The Mystery of the Millionaire Hermit
Bloomberg
Breaking your nose and then dying by a stroke seems like a bad way to go. Even worse would be if there was no one around to find you. But that's how many people, like Eugene Brown die every year. What made his death complicated is that there was no will to be found. Bloomberg reports how in such cases, public administrators have to go through the deceased's home in an attempt to find the will. What they find is not always pretty. Focusing on two administrators, Tisserand and Rodrigue, Bloomberg reports that, "They often find themselves wading through the detritus of a life that had begun decomposing years, if not decades, before they arrived. It's not uncommon for them to find rooms packed to the ceiling with garbage or a gaggle of semiferal pets huddled under a sofa. One time they discovered the jellified remains of cats -- 30 of them -- individually wrapped inside cardboard boxes. Another time they rescued and found homes for a pack of mange-infected dogs." Investigators found that, despite investments worth about $2.7 million, Brown did not leave a will. Such cases have inspired a political and philosophical debate: Who should get the money? Should genetics determine how property is passed on?

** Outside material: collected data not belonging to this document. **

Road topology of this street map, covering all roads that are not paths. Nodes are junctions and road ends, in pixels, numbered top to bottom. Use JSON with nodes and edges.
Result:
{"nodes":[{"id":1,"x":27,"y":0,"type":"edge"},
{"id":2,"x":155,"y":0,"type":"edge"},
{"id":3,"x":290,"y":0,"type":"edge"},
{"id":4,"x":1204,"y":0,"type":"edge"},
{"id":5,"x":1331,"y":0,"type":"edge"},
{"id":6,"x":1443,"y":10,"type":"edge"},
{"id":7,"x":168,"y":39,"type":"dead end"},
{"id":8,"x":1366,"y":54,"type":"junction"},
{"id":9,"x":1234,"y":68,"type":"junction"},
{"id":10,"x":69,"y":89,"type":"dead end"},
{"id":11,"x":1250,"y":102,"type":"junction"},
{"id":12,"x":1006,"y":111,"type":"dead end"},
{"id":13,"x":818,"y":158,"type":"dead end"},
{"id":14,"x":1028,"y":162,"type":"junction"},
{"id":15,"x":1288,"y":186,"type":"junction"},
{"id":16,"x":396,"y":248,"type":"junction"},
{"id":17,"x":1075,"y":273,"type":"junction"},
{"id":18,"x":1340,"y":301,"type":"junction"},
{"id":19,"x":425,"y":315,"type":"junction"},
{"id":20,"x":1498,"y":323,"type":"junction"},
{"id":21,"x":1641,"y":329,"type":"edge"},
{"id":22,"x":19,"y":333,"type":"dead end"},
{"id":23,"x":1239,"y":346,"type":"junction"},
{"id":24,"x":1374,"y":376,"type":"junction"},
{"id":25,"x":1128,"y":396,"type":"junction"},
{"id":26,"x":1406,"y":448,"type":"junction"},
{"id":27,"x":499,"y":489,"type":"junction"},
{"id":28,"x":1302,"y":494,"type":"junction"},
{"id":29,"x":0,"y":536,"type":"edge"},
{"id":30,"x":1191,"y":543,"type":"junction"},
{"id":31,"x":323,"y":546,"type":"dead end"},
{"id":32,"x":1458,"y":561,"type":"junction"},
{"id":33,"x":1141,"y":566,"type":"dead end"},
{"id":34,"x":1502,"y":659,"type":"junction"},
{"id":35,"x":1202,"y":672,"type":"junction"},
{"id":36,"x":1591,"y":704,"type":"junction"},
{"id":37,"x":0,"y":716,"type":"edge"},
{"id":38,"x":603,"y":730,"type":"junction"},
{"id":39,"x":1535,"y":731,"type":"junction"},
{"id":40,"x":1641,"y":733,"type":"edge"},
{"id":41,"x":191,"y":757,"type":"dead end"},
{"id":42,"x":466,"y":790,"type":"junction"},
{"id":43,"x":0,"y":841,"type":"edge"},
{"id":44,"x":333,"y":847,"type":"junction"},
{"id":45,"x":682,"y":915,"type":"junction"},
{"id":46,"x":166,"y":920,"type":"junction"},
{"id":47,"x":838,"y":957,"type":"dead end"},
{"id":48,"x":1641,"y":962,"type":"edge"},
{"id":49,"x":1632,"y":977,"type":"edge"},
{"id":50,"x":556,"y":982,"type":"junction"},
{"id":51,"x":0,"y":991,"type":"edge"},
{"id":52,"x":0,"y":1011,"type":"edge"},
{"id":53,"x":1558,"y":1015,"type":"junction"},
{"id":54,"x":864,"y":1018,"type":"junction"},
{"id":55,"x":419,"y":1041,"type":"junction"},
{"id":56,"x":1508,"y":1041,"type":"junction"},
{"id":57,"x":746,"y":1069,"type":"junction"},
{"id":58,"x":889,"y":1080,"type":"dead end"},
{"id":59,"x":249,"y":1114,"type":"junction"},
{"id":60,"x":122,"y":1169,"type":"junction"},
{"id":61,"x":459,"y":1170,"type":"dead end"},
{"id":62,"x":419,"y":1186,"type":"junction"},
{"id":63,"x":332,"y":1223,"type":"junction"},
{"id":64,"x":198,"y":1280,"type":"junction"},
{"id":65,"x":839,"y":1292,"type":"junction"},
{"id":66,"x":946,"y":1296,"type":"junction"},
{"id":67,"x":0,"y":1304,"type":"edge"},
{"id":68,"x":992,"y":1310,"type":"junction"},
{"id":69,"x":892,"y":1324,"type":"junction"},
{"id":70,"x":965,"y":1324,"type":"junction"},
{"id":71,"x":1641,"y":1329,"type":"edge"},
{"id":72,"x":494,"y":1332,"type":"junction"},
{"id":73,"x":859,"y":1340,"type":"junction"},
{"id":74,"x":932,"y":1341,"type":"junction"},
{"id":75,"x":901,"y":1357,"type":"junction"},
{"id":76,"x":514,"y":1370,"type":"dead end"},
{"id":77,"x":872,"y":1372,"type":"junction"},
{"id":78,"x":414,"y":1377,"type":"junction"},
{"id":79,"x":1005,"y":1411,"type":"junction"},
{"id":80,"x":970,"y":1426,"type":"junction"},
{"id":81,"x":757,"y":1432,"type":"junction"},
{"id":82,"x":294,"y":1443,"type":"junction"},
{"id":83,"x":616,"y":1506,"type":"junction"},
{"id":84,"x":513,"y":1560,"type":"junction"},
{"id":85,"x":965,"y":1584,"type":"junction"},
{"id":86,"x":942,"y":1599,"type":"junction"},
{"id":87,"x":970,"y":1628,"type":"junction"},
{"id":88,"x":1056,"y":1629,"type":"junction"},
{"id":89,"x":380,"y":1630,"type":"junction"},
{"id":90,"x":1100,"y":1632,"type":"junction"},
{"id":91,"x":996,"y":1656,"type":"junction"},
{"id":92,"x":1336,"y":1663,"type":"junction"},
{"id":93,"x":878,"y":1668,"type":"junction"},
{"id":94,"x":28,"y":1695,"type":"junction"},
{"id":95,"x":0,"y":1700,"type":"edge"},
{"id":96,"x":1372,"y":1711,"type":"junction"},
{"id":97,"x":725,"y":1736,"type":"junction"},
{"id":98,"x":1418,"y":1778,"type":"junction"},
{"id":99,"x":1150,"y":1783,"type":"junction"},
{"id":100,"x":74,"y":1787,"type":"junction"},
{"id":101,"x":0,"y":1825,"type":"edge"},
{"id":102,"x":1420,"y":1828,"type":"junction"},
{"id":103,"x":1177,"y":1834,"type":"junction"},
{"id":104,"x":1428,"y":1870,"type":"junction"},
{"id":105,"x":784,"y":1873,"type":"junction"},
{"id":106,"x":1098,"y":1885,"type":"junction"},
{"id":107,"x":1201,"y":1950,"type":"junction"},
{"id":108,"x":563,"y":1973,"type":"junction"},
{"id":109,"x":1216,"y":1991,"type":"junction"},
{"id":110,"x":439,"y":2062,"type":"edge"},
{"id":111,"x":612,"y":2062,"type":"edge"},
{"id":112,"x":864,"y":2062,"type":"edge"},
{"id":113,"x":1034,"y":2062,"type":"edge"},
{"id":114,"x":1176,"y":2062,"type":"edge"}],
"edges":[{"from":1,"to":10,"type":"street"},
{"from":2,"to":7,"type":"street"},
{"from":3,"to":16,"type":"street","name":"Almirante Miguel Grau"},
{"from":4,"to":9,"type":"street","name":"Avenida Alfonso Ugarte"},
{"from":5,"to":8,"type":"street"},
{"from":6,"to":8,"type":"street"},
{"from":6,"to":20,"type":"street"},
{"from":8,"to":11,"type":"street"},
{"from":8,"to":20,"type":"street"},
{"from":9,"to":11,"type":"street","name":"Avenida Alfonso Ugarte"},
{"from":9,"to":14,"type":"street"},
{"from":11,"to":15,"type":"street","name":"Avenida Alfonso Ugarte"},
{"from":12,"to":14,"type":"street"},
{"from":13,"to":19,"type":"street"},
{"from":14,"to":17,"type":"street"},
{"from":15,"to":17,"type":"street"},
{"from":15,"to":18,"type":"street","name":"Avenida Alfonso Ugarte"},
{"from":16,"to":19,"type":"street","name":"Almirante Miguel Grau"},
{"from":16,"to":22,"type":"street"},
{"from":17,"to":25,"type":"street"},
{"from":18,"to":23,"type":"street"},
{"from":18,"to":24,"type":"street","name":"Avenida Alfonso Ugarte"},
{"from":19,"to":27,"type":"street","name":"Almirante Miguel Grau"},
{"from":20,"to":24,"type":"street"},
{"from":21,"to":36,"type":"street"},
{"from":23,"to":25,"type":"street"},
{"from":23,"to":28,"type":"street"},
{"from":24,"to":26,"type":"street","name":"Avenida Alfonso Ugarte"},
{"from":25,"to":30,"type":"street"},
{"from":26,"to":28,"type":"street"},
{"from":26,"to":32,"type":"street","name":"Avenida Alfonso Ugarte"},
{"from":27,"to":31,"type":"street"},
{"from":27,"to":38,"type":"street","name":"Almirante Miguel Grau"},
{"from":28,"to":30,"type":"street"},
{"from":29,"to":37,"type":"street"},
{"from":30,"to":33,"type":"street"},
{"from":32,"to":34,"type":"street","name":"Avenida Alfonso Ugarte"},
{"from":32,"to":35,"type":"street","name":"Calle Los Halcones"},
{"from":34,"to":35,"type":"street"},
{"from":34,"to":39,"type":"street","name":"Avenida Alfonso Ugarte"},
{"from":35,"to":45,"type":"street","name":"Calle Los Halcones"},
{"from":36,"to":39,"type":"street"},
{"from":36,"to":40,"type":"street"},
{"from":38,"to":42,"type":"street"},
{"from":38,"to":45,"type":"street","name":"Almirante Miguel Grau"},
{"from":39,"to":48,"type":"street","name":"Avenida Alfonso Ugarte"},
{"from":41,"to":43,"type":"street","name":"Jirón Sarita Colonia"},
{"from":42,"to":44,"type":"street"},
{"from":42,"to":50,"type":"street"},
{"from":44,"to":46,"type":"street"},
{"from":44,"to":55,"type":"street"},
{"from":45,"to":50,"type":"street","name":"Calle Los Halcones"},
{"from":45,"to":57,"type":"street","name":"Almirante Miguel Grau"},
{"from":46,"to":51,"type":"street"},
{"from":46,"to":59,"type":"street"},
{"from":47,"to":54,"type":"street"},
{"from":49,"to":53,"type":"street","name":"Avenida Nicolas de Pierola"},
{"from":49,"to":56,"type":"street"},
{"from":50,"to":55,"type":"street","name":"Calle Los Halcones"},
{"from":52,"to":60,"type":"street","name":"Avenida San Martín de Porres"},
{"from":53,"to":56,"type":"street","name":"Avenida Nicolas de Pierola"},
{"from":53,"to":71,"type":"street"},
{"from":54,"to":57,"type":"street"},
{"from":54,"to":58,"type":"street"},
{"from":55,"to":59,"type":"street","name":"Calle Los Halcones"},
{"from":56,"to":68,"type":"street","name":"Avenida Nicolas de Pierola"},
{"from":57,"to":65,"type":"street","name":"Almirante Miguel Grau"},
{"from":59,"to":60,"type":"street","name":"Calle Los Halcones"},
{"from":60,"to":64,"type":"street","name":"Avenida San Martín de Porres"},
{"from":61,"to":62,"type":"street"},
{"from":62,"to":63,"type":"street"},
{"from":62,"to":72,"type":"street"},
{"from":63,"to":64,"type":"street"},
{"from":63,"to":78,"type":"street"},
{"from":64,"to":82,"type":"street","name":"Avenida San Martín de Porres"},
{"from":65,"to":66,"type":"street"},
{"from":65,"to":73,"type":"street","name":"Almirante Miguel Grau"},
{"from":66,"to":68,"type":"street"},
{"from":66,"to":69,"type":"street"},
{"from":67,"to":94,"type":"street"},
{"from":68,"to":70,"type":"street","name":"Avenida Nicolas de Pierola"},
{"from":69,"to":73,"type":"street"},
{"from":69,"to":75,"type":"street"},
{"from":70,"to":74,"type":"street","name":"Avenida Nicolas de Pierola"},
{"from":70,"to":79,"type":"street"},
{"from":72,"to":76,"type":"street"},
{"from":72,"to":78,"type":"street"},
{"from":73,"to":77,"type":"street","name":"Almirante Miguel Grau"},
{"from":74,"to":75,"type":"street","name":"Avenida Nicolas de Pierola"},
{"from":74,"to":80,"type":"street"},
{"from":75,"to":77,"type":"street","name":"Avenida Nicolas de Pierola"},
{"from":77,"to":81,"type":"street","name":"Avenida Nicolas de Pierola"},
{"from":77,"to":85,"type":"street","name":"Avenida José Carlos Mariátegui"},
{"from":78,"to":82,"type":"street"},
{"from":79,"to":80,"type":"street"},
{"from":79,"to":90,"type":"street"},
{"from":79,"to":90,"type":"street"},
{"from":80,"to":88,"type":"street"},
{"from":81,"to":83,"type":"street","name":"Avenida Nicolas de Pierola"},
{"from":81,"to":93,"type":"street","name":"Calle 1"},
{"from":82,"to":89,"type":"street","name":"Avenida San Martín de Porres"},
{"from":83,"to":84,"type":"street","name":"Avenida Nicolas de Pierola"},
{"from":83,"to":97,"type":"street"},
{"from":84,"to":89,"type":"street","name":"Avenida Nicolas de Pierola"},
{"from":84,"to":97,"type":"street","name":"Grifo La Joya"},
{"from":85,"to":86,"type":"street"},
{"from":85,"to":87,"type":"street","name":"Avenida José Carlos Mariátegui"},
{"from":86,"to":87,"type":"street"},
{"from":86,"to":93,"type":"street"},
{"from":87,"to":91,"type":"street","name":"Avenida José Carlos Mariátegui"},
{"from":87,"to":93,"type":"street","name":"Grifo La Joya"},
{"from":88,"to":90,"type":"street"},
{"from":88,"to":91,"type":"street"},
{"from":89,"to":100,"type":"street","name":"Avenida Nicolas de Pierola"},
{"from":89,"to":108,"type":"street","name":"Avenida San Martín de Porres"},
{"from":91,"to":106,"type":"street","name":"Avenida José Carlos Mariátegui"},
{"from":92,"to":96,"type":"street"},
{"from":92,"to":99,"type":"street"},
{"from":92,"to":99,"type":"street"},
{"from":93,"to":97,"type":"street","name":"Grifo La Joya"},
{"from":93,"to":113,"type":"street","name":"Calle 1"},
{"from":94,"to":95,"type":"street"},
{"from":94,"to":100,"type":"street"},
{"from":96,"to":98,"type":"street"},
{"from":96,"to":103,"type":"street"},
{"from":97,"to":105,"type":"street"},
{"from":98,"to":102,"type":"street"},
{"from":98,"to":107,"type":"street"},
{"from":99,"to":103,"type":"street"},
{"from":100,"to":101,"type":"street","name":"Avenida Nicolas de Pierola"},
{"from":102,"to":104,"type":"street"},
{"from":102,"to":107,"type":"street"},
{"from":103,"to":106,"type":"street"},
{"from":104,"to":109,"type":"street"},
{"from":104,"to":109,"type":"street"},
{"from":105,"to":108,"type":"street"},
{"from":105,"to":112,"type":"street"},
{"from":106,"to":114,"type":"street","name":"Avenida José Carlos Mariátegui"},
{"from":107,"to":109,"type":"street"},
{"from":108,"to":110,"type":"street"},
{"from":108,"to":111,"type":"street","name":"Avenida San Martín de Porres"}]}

The Lo-Fi Voices that Speak for America
Politico
AM radio stations are dwindling in numbers and profitability, Politico reports. But despite its decline, AM has influence on millions of Americans. Unlike restricted FM radio, AM can cover vast geographic areas. To show the diverse range of AM radio voices, Politico sought out a number of distinctive AM hosts across the country. "They include a sheep farmer who reports on the agricultural industry for a vast rural audience," Politico reports, "An icon of inner-city Baltimore who inspired a character on 'The Where'; and one of the only on-air personalities who broadcasts in the Navajo language. Some are conservative, some are liberal, some avoid politics altogether."

The Curious Tale of the Salish Sea Feet
Longreads
Twenty-one disembodied feet have washed up on the shores of Seattle's Salish Sea, but what at first looked like the work of a serial killer turns out to be something mundane -- and maybe even more unsettling. When millions of people live by the sea, they go missing in it -- and die by it, too. From a study on the fate of pig carcasses in water conducted at Simon Fraser University in British Columbia, this article reports, we know that in the ocean, feet tend to disarticulate from bodies, and since they are inside floatation devices like tennis shoes, will float on tides toward shore -- providing sad but necessary closure to loved ones. Still, "It seems like this is fairly unique to the British Columbia coastline," says Andy Watson of the BC coroner's office.

'If You Want to Kill Someone, We Are the Right Guys'
Wired
Most of us have only heard of the dark web -- the private part of the Internet where people engage in criminal activity. But this piece introduces us to some of the darkest people and places on the Internet. It tells the story of Stephen Allwine, a seemingly normal computer nerd who used the internet and cyroptocurrency to put out a hit on his wife, Amy Allwine. Wired takes us through every step of the process as Allwine contacts killers and gives advice on how to kill his wife, and then how the criminal justice system used the same technology to track him down -- but not before Amy took her own life.